# house a piranha and cichlid together?



## crashergs (Aug 26, 2006)

for the fish guys, can this be done? i have a 12inch red devil cichlid, and with all the talk about piranhas i found a place online who sells them, just curious to know if the piranha will attack my cichlid or maybe the other way around?


----------



## sammyp (Aug 26, 2006)

Naturally, pirahna require a species tank.

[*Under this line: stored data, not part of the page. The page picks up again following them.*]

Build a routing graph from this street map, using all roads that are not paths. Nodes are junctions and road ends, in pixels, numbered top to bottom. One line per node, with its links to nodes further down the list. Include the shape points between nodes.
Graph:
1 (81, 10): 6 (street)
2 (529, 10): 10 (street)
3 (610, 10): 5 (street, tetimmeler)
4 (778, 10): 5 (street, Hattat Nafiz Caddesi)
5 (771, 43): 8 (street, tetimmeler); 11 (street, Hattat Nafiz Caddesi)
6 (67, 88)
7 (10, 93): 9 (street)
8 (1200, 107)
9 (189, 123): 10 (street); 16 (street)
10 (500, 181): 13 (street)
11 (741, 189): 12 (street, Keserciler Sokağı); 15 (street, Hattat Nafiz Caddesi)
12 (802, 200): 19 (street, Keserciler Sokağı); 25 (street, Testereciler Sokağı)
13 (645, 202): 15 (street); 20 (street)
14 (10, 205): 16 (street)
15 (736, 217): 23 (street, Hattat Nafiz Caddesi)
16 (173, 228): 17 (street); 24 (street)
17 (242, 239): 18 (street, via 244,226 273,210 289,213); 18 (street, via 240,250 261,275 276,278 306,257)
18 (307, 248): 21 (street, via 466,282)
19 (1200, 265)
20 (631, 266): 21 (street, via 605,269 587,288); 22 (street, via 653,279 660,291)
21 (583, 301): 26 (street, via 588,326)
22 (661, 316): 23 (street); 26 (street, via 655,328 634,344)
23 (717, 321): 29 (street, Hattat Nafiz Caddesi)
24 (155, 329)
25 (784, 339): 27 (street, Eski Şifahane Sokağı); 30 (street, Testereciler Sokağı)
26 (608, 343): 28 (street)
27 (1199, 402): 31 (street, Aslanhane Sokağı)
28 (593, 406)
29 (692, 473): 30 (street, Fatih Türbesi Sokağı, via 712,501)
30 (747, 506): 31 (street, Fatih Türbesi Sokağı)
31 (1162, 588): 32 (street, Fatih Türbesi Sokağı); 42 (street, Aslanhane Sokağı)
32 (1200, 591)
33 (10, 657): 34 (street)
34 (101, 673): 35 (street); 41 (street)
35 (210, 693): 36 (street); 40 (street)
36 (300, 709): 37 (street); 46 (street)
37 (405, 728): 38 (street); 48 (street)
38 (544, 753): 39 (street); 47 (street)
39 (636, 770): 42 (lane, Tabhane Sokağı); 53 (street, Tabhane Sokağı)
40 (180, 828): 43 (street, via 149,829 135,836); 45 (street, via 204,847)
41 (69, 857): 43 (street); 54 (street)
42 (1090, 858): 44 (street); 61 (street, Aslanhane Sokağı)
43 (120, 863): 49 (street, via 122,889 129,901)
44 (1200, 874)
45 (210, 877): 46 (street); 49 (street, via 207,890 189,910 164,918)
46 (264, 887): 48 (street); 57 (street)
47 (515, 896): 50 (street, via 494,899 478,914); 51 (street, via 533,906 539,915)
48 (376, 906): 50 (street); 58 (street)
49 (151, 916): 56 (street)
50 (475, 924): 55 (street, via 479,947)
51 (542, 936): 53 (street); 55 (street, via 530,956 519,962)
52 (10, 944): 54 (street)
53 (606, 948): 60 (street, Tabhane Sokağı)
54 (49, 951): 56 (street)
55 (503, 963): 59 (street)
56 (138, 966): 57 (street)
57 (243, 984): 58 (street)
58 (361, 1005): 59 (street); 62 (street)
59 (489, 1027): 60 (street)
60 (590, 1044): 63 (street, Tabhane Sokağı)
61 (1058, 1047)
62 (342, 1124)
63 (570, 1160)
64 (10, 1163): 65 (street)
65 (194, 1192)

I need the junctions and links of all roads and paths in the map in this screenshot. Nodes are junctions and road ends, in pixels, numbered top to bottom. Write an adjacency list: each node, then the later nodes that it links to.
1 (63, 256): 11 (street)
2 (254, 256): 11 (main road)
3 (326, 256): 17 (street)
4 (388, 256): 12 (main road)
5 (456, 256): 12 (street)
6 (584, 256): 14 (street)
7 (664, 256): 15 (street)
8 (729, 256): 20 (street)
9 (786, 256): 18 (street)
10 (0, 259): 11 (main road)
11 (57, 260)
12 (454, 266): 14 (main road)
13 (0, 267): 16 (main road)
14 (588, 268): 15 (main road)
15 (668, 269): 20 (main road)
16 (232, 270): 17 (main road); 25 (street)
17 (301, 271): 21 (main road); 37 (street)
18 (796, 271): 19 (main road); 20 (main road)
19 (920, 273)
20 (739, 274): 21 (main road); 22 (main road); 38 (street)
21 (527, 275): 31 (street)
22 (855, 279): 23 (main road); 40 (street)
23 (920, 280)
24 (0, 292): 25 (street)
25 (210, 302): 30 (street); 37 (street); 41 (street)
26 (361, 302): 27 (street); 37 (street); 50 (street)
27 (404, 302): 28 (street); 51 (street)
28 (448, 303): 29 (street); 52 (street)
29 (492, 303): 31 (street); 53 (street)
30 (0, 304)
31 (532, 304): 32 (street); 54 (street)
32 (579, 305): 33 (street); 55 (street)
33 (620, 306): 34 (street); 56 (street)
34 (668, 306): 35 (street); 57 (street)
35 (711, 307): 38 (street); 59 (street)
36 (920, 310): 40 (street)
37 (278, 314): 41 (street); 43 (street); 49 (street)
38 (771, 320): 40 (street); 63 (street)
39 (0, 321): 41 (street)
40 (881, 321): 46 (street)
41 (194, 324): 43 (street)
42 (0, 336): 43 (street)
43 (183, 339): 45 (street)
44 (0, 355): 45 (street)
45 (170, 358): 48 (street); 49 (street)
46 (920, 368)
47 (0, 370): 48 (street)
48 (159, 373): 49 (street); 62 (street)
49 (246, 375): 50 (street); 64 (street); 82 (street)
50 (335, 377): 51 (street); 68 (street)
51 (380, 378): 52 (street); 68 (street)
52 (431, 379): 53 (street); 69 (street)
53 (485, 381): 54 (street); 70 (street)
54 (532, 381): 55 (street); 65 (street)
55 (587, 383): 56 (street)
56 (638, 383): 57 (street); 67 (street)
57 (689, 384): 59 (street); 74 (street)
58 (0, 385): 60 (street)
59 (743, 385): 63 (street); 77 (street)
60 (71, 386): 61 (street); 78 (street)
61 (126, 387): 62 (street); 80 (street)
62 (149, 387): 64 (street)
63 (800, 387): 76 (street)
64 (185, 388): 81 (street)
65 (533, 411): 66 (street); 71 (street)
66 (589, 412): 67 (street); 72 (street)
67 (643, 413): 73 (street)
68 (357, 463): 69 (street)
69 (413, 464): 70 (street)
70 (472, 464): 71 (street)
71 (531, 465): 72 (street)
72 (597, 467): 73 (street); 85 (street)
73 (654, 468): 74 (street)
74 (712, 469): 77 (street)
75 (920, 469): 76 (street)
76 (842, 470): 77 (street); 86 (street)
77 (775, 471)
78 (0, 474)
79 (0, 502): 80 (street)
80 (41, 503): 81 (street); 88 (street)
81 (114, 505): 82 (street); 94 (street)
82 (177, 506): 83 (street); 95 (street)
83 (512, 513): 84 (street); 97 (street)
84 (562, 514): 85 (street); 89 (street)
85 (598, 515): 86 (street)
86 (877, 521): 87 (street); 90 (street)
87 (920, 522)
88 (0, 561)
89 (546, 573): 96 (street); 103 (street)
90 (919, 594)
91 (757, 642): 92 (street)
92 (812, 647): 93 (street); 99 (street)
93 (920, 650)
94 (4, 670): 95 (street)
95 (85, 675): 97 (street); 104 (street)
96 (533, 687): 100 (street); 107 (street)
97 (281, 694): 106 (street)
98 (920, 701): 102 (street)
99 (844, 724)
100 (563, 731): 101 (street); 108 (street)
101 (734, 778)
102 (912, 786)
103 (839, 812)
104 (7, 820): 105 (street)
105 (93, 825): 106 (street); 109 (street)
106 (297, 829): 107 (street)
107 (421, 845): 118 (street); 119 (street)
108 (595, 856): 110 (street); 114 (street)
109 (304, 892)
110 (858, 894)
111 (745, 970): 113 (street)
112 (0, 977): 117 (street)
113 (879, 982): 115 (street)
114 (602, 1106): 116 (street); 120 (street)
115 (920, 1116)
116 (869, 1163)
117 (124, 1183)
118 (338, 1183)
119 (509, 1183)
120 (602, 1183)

The only thing you may have some luck housing with them would be a larger armoured catfish or plecostomus.


----------



## mitchrobot (Aug 26, 2006)

don't do it. 

pretty much all large central american cichlids have much too nasty of a temper to be housed with smaller, less agressive fish. 
Piranhas naturally feed off of larger fish, and also larger prey (but not limited to eat, they'll eat almost anything).

you will either end up with a bunch of dead Ps, or a very ugly/mangled/dead RD. 

a friend of mine had a 450g tank, half with a school of adult red bellies, caribe and piraya, and the other half with an 18" male dovii (wolf cichlid). while he was at work, the dovii knocked the devider over and went after his Ps. when he cam home all the piranha were beaten up and huddled in a corner, the dovii had lost its lips and large parts of its fins, but was still attacking them.

they are both very interesting fish, most large cichlids have mroe personality than any otehr fish you'll  find, and Ps have a very interesting social order. but choose one or the other, for the fish's sake.


----------



## mitchrobot (Aug 26, 2006)

i forgot to add:

as far as housing with otehr species, its hit or miss with pirahna. 
i had luck keeping larger tetras with them, and convict cichlids. the convict cichlids were put in originally as food (i feed all my fish fry from my pair's spawns) but they hid, and eventually grew up in there and did quite well. the tetras did fine after the Ps got bigger, i think they were more able to escape. i put them in there to keep the attention on them, rather than having the Ps attack each other (i lost 2 over 6 months). 
also, as far as tankspace goes, go bigger if possible, and start out with a good number of Ps. they are less skittish in big groups. dont over do it on red meats or feeder goldfish. mine did well on a diet of frozen prawns, krill, pellets, squid and white fish fellets. they also ate crickets, worms of all sorts and crayfish. 
good luck.


----------



## crashergs (Aug 26, 2006)

roger that. thanks for your guys' tips, guess no piranha for me


----------